While olives might sneak into the American diet occasionally, they are an everyday staple for those living in the Mediterranean basin. As a socioeconomically valuable crop for this region, disease is a dreaded concept that researchers and growers constantly fight.
For Southern Illinois University Carbondale researcher and doctoral candidate Oussama Badad understanding the tiny little DNA and the organism’s complete genome is the best way to identify, halt and prevent crop diseases.
Uncovering genome sequence in the wild olive tree
Growing up on an olive orchard near Rabat, Morocco, the small fruit holds special meaning for Badad. As one of the oldest products of the Mediterranean region, olives have long been symbols of peace, health and longevity.
“Olives are in my heritage,” Badad said. “Genomics are just a tool that helps me elucidate all the goodness of olive oil.”
Badad began his work on olive genomics after completing his master’s degree in biotechnology and crop breeding, and then receiving a prestigious Fulbright scholarship to conduct additional research in the United States. He started working with the Olive Genome Consortium, which includes researchers from China, Japan, Morocco, Turkey, Spain and the United States of America.
After spending several years examining the genetic patterns of the fruit and sequencing the genome, Badad and the team of researchers sequenced the whole genome of the wild olive Olea Europea var, which transforms how future researchers study and view olive oil.
“The reason olive oil is so good, as compared to soybean or corn oil, is because it has a high oleic acid content up to 75 percent,” Badad explained. “After digging into the genome we found out the expression of the FAD2 gene family that converts the oleic acid into linoleic acid is down regulated by a little strand of RNA called a non-interfering RNA.”
Oleic acid is a naturally occurring monounsaturated omega-9 fatty acid, which is a popular term in the health food industry for those foods that help to reduce cholesterol and lessen inflammation. Because of this specific gene sequence, olive oil has one of the highest levels of the healthy fats, making it commonly recommended in a heart-healthy diet.
While other research is looking at artificial ways to add these healthful components to other oils, this unique aspect of olive oil already sets it up with the valuable nutrients. For Badad, understanding this basic component of the oil is an excellent stepping-stone for future genome study.
“We are suspecting that there is another mechanism for regulating that gene expression,” Badad said. “We are conducting an epigegenome profiling to see how DNA metylationthat is affecting the expression of those genes.”
Using genomics to fight disease
Studying the genetic structure of the organisms allows the researchers not only to identify the healthful benefits of olive oil, but it also allows them to find the root issues of diseases.
“Italy is facing a severe crisis in their orchards, with disease killing the olive trees,” Badad said. “That’s when our job becomes important.”

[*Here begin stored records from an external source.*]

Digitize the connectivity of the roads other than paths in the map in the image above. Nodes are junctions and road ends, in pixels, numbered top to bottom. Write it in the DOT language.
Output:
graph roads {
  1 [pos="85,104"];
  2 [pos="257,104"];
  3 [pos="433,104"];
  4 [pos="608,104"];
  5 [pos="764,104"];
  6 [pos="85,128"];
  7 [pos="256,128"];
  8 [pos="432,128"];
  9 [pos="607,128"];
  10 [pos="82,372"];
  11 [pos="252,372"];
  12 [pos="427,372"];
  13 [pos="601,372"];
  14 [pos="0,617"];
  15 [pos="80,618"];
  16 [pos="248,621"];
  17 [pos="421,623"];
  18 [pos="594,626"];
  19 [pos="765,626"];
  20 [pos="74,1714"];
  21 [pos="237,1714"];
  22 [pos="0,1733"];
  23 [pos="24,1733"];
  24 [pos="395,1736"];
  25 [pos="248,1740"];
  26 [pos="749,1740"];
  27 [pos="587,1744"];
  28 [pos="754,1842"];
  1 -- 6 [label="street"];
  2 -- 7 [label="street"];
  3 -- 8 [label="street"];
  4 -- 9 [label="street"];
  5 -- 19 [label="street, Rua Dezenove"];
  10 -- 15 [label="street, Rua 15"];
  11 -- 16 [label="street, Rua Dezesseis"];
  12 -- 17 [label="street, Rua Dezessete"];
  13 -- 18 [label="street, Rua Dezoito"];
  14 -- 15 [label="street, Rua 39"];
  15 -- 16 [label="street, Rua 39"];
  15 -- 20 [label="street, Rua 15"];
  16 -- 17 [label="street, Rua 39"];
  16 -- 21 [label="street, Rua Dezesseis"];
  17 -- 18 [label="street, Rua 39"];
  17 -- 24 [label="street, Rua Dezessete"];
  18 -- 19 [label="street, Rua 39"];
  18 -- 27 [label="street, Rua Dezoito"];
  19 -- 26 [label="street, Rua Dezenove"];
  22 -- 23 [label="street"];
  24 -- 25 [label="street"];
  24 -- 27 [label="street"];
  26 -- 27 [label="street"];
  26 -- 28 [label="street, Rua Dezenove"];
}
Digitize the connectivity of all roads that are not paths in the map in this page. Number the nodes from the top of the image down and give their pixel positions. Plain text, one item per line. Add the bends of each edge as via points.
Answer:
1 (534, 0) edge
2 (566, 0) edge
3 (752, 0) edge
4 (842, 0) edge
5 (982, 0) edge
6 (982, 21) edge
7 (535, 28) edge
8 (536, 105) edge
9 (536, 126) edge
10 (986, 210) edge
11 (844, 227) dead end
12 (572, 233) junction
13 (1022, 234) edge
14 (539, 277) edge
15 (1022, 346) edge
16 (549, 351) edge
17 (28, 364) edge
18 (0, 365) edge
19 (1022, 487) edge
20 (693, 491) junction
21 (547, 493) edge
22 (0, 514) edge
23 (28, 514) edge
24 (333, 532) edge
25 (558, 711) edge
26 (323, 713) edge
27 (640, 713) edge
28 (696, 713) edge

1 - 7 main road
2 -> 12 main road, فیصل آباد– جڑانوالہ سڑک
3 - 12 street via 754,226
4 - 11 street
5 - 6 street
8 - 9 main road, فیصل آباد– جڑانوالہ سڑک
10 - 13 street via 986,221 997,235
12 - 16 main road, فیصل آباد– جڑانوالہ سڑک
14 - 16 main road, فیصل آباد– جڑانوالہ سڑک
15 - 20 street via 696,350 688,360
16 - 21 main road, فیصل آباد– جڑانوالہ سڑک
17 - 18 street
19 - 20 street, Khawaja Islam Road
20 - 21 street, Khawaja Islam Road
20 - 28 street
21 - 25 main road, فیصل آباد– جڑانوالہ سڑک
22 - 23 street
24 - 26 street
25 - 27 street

Now that we are starting to understand genetics and the structure of the genes, researchers can dig deep, find solutions, and improve the resistance to these diseases, Badad explained.

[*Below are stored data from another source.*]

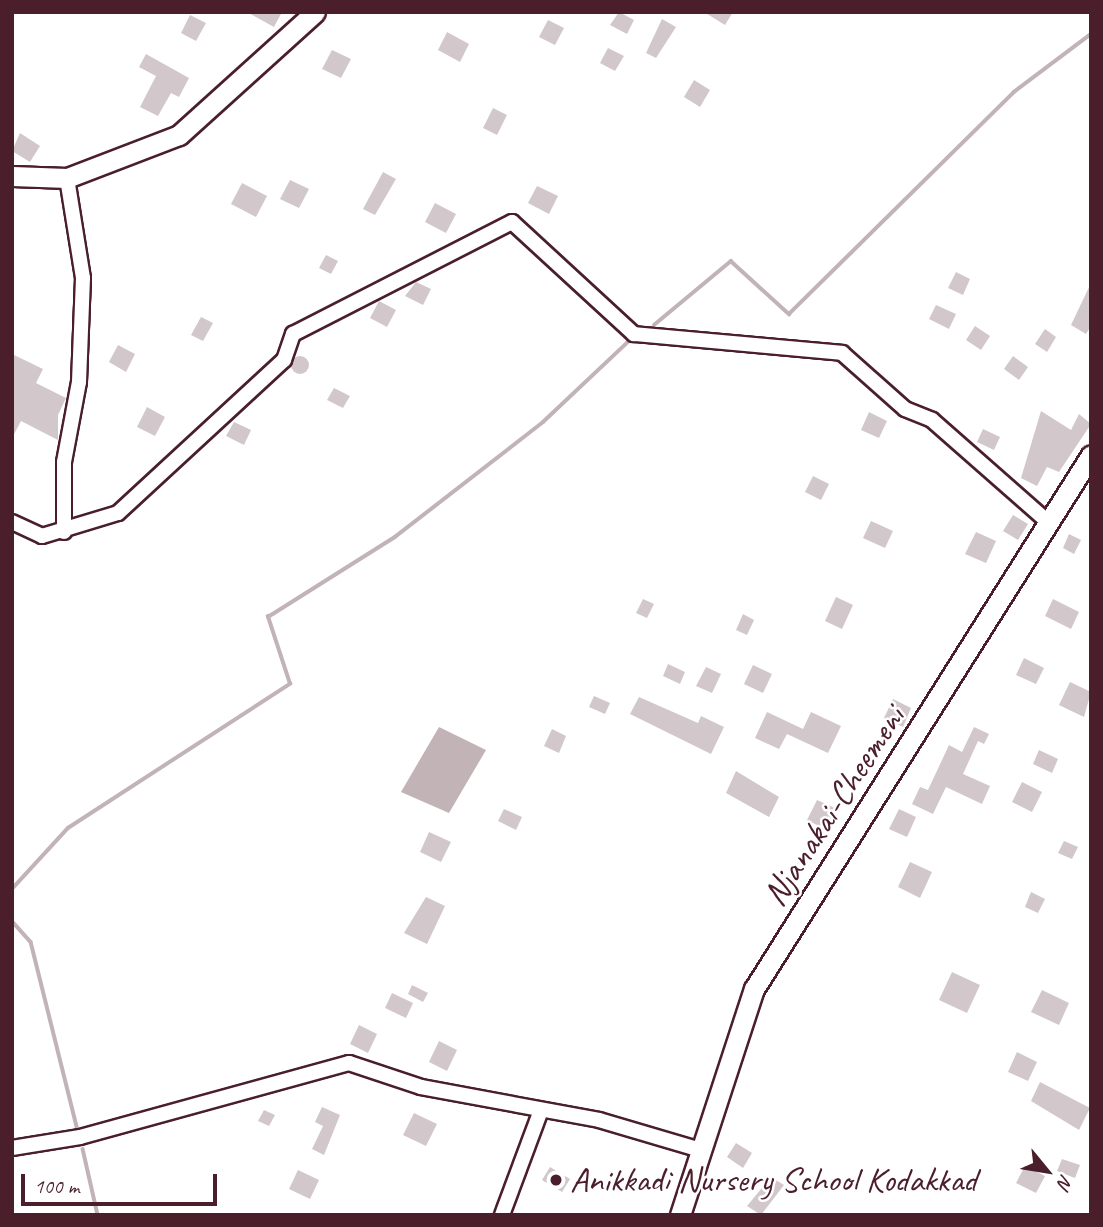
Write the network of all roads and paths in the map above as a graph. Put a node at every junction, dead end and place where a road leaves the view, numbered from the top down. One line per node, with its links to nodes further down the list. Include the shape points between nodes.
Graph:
1 (315, 12): 3 (main road, via 179,135)
2 (12, 176): 3 (main road)
3 (67, 178): 7 (street, via 83,278 79,382 64,462)
4 (1091, 455): 5 (main road, Njanakai-Cheemeni)
5 (1046, 520): 7 (street, via 932,420 905,409 842,353 634,334 512,222 293,334 284,360 153,487 118,513); 10 (main road, Njanakai-Cheemeni, via 898,768 754,989)
6 (12, 522): 7 (street, via 42,536)
7 (64, 532)
8 (541, 1110): 9 (street, via 421,1087 349,1063 80,1138); 10 (street); 11 (street)
9 (12, 1148)
10 (701, 1150): 12 (main road, Njanakai-Cheemeni)
11 (502, 1215)
12 (680, 1215)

The genomic sequence allows the researchers to examine the protein interactions between the host and the disease. Once they understand the relationship at a molecular level, they can work to break it genetically to develop resistant populations.
In the same way that this works for plants, it also works in human diseases. Badad experienced this while working with the African Bioinformatics Network to build genomics and bioinformatics capacities. While there, he worked with geneticists who were on the ground sequencing the genes and looking for ways to interrupt the pattern and halt diseases like African Malaria.

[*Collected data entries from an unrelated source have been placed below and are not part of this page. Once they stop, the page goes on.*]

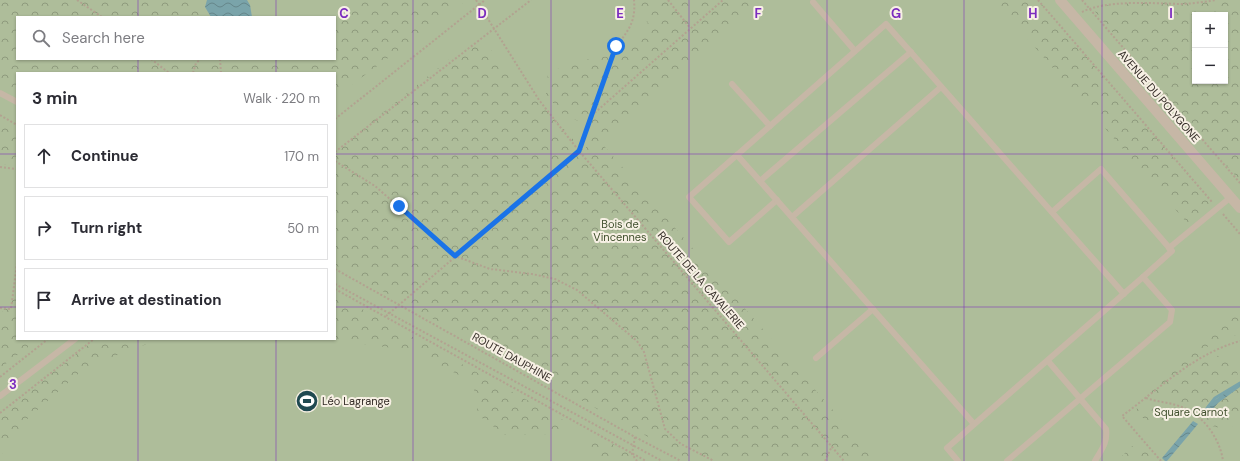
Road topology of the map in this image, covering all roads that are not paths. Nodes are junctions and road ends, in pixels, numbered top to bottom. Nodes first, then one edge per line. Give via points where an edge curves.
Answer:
1 (1060, 0) edge
2 (813, 2) dead end
3 (855, 50) junction
4 (911, 52) junction
5 (732, 84) dead end
6 (941, 87) junction
7 (0, 93) edge
8 (16, 101) edge
9 (770, 126) junction
10 (737, 155) junction
11 (760, 181) junction
12 (1231, 197) junction
13 (776, 200) junction
14 (1240, 208) edge
15 (1052, 212) junction
16 (792, 217) junction
17 (1169, 248) junction
18 (1143, 277) junction
19 (1124, 294) junction
20 (873, 309) junction
21 (73, 340) edge
22 (816, 358) dead end
23 (1048, 360) junction
24 (0, 396) edge
25 (1080, 399) junction
26 (974, 424) junction
27 (958, 461) edge
28 (1007, 461) edge
29 (1095, 461) edge

1 - 12 street, AVENUE DU POLYGONE
2 - 3 lane
3 - 4 lane via 886,24
3 - 9 lane
4 - 6 lane
4 - 11 lane
5 - 9 lane
6 - 15 lane
6 - 16 lane
7 - 8 lane
9 - 10 lane
10 - 11 lane
10 - 13 lane via 689,197 729,242
11 - 13 lane
12 - 14 street, AVENUE DU POLYGONE
12 - 17 lane
13 - 16 lane
15 - 17 lane via 1101,169
15 - 19 lane
16 - 20 lane
17 - 18 lane via 1172,251
18 - 19 lane
18 - 25 lane via 1172,310 1170,322
19 - 23 lane
20 - 22 lane
20 - 26 lane
21 - 24 lane
23 - 25 lane
23 - 26 lane
25 - 28 lane
25 - 29 lane via 1106,429 1105,445
26 - 27 lane via 947,448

In 2014, Badad was in Ogun State University in Nigeria in a U.S. NIH program where he worked with other researchers to analyze gene sequences of the plasmodium falciparum, which was causing the malaria.
“This is why new sequencing technologies are really powerful tools,” Badad explained. “You don’t have to be in the lab; you can go and get your sequences on the field.”
Working with Big Dawg for genome sequencing
While the rise of genomics is becoming more affordable to generate data from high throughput sequencing technologies, the bioinformatics analysis is not cheap. Not only do researchers need the DNA sequencers, but they also need access to high performance computers. For Badad’s work with the olive genome, that means working with SIU’s BigDawg High Performance Computing Cluster.
As one of the top research resources, this supercomputer analyzes and processes information in just hours, rather than several days. With a capacity of 48,000 gigabytes of storage, Badad uses this high-tech machine to run his complex calculations on 100 gigabytes of DNA sequencing.
“We extracted DNA from different plant tissues, and run them in a high throughput sequencer,” Badad said.
To simplify the sequencing, it is a series of readings of every single nucleotide base on the DNA strand in purpose of building a sequence consensus, he explained. The raw data from the sequencer was subject to quality control. Assembling high quality reads allows the genes to be structurally and functionally annotated and made public for researchers working on yield improvement, high oleic acid content or further disease resistance research.
Looking toward the future
Last January, Badad traveled to San Diego to present the results of the olive genome research at the Plant and Animal Genome conference. With over 3,000 attendees, this event is one of the largest genomics meetings in the world.
Through this experience, Badad discovered another genomic correlation for a new member of the FAD gene family. He, along with his team, are exploring this topic further and hope to publish additional research in the near future.